Question

In: Accounting

Diego Company manufactures one product that is sold for $76 per unit in two geographic regions—the...

Diego Company manufactures one product that is sold for $76 per unit in two geographic regions—the East and West regions. The following information pertains to the company’s first year of operations in which it produced 58,000 units and sold 54,000 units.

  

  Variable costs per unit:
     Manufacturing:
        Direct materials $ 23   
        Direct labor $ 15   
        Variable manufacturing overhead $ 3   
        Variable selling and administrative $ 3   
  Fixed costs per year:
     Fixed manufacturing overhead $ 1,160,000   
     Fixed selling and administrative expenses $ 640,000   

  

The company sold 40,000 units in the East region and 14,000 units in the West region. It determined that $320,000 of its fixed selling and administrative expenses is traceable to the West region, $270,000 is traceable to the East region, and the remaining $50,000 is a common fixed cost.
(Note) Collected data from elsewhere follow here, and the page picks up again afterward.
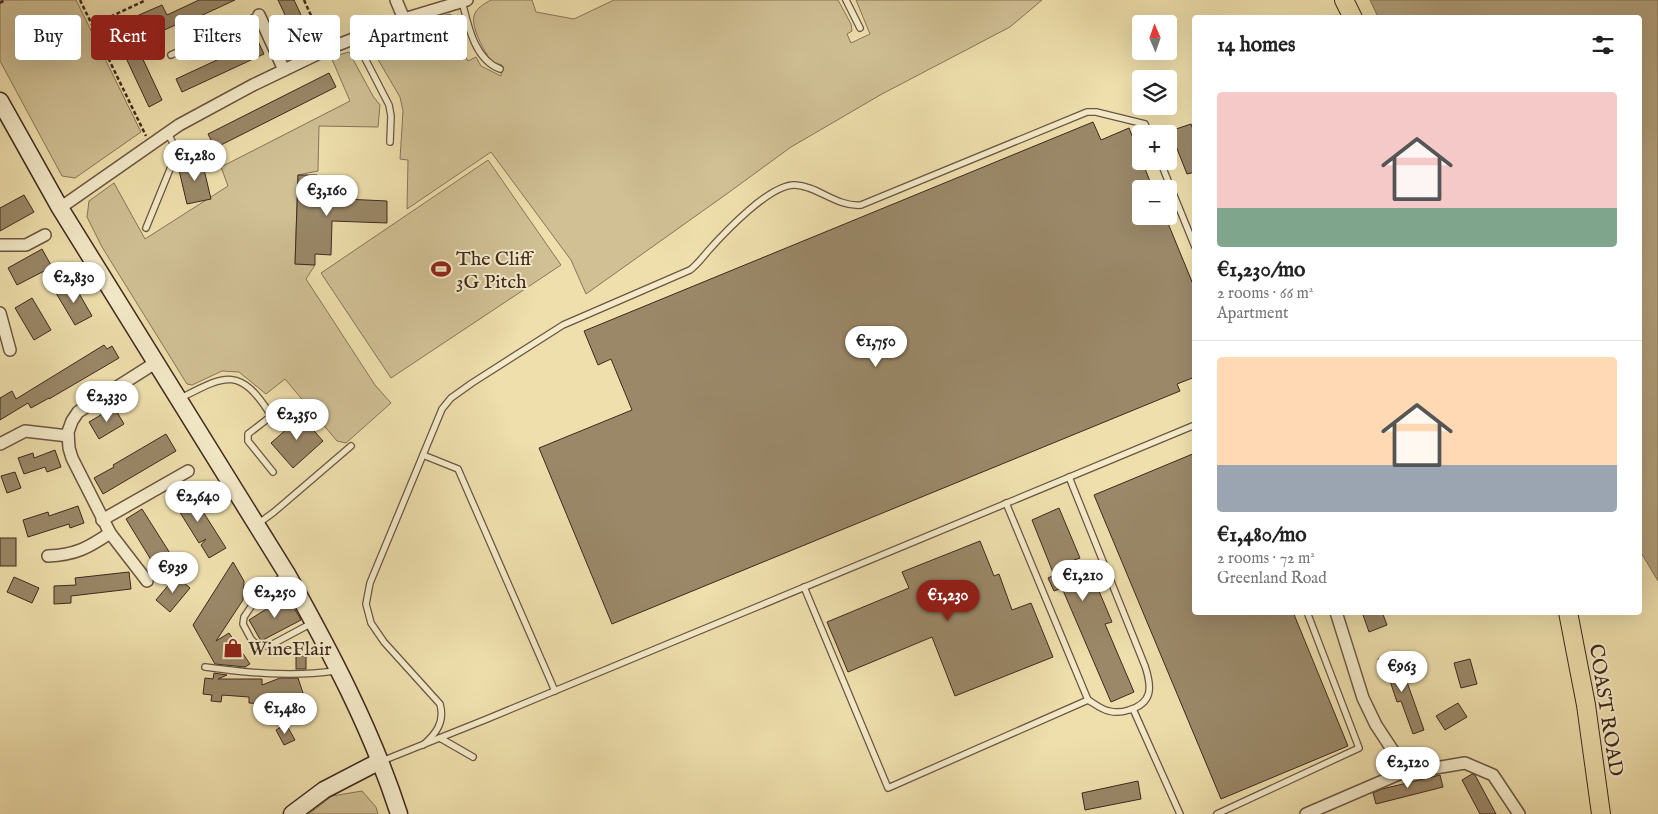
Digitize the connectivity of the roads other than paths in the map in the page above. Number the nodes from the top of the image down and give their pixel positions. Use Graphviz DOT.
graph roads {
  1 [pos="396,0"];
  2 [pos="465,0"];
  3 [pos="846,0"];
  4 [pos="1344,0"];
  5 [pos="259,15"];
  6 [pos="403,15"];
  7 [pos="414,15"];
  8 [pos="1352,15"];
  9 [pos="860,28"];
  10 [pos="350,40"];
  11 [pos="175,53"];
  12 [pos="171,55"];
  13 [pos="366,60"];
  14 [pos="500,68"];
  15 [pos="284,70"];
  16 [pos="0,101"];
  17 [pos="4,119"];
  18 [pos="1145,125"];
  19 [pos="168,133"];
  20 [pos="390,142"];
  21 [pos="1164,170"];
  22 [pos="60,208"];
  23 [pos="146,228"];
  24 [pos="45,235"];
  25 [pos="1192,240"];
  26 [pos="0,245"];
  27 [pos="0,313"];
  28 [pos="10,350"];
  29 [pos="155,362"];
  30 [pos="177,400"];
  31 [pos="1192,426"];
  32 [pos="68,436"];
  33 [pos="0,444"];
  34 [pos="351,446"];
  35 [pos="423,455"];
  36 [pos="188,471"];
  37 [pos="273,472"];
  38 [pos="1069,477"];
  39 [pos="1006,503"];
  40 [pos="102,520"];
  41 [pos="255,525"];
  42 [pos="110,533"];
  43 [pos="48,556"];
  44 [pos="287,574"];
  45 [pos="147,581"];
  46 [pos="804,587"];
  47 [pos="1308,615"];
  48 [pos="1337,615"];
  49 [pos="1569,615"];
  50 [pos="314,622"];
  51 [pos="206,667"];
  52 [pos="340,670"];
  53 [pos="555,691"];
  54 [pos="1088,700"];
  55 [pos="1133,708"];
  56 [pos="440,738"];
  57 [pos="423,745"];
  58 [pos="473,757"];
  59 [pos="380,761"];
  60 [pos="1406,772"];
  61 [pos="292,814"];
  62 [pos="399,814"];
  63 [pos="1180,814"];
  64 [pos="1217,814"];
  65 [pos="1306,814"];
  66 [pos="1519,814"];
  67 [pos="1601,814"];
  1 -- 6 [label="street"];
  2 -- 7 [label="street"];
  2 -- 14 [label="lane"];
  3 -- 9 [label="lane"];
  4 -- 8 [label="main road"];
  5 -- 15 [label="street"];
  10 -- 15 [label="street"];
  11 -- 12 [label="lane"];
  13 -- 20 [label="lane"];
  15 -- 19 [label="street"];
  16 -- 17 [label="street"];
  17 -- 22 [label="street"];
  18 -- 35 [label="lane"];
  19 -- 22 [label="street"];
  19 -- 23 [label="lane"];
  21 -- 25 [label="lane"];
  22 -- 29 [label="street"];
  24 -- 26 [label="street"];
  27 -- 28 [label="street"];
  29 -- 30 [label="street"];
  29 -- 32 [label="street"];
  30 -- 37 [label="lane"];
  30 -- 41 [label="street"];
  31 -- 38 [label="lane"];
  32 -- 33 [label="street"];
  32 -- 40 [label="street"];
  34 -- 41 [label="lane"];
  35 -- 53 [label="lane"];
  35 -- 57 [label="lane"];
  36 -- 40 [label="street"];
  38 -- 39 [label="lane"];
  38 -- 55 [label="lane"];
  39 -- 46 [label="lane"];
  39 -- 54 [label="lane"];
  40 -- 42 [label="street"];
  41 -- 44 [label="street"];
  42 -- 43 [label="street"];
  42 -- 45 [label="street"];
  44 -- 50 [label="street"];
  44 -- 50 [label="lane"];
  46 -- 53 [label="lane"];
  46 -- 54 [label="lane"];
  47 -- 64 [label="lane"];
  48 -- 60 [label="street"];
  49 -- 67 [label="main road, COAST ROAD"];
  50 -- 52 [label="street"];
  51 -- 52 [label="lane"];
  52 -- 59 [label="street"];
  53 -- 56 [label="lane"];
  54 -- 55 [label="lane"];
  55 -- 63 [label="lane"];
  56 -- 57 [label="lane"];
  56 -- 58 [label="lane"];
  57 -- 59 [label="lane"];
  59 -- 61 [label="street"];
  59 -- 62 [label="street"];
  60 -- 65 [label="street"];
  60 -- 66 [label="street"];
}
The company will continue to incur the total amount of its fixed manufacturing overhead costs as long as it continues to produce any amount of its only product.

7. What is the amount of the difference between the variable costing and absorption costing net operating incomes (losses)?

Difference of Variable Costing and Absorption Costing Net Operating Incomes
Variable costing net operating income (loss)
Deduct: Fixed manufacturing overhead cost deferred in inventory under absorption costing
Absorption costing net operating income (loss)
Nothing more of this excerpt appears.